Pour parvenir au pouvair souverain,
Dieu sait combien il se forma de brigues.
Après un mois de cabales, d'intrigues,
L'un d'eux à la fin l'emporta :
Conclusion, sur le trône il monta.
Le charme décevant de la toute-puissance
D'un doux plaisir d'abord le transporta :
Quelle ineffable jouissance
De tenir ainsi sous ses pieds
Tous ses rivaux humiliés !
Bientôt, hélas ! il vit tourner la chance.
De la royauté les travaux
Ne lui laissaient aucun repos.
Du cruel Rodilard les troupes l'attaquèrent :
Ses ennemis secrets contre lui conspirèrent.

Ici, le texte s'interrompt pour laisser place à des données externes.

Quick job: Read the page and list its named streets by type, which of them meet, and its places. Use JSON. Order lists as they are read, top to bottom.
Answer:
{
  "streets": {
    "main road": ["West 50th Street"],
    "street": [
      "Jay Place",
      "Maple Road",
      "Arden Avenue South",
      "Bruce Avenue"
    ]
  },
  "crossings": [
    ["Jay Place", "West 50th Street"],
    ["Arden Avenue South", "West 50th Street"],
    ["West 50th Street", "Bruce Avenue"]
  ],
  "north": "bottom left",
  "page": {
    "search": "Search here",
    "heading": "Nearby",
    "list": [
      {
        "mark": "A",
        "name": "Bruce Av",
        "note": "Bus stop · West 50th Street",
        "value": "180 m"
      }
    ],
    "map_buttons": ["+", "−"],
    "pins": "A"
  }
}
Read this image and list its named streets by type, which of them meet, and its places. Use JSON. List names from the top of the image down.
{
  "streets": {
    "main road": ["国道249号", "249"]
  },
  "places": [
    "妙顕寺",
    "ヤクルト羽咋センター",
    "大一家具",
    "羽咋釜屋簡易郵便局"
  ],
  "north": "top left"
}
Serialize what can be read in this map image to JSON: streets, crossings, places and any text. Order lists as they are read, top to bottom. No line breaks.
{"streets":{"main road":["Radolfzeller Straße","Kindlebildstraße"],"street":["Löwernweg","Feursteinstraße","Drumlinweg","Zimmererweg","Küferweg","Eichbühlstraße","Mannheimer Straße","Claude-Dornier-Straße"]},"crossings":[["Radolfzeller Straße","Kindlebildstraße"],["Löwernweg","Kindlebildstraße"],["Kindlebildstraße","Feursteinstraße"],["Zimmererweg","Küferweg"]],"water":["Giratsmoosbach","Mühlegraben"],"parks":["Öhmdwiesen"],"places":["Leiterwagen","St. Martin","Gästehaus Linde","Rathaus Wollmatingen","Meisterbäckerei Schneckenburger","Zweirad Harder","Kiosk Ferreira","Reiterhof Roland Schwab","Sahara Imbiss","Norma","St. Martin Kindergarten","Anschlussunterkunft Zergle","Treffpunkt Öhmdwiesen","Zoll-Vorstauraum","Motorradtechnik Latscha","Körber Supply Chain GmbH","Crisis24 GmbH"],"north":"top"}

Au moindre bruit, il pâlissait d'effroi ;
Puis, quand il se mettait à table,
Il craignait le poison. Enfin le pauvre diable
Était malheureux comme un roi.
« Ah ! se dit-il, quelle fut ma folie !
J'ai fait pour m'élever d'incroyables efforts.
Et sur le trône assis, je souffre mille morts.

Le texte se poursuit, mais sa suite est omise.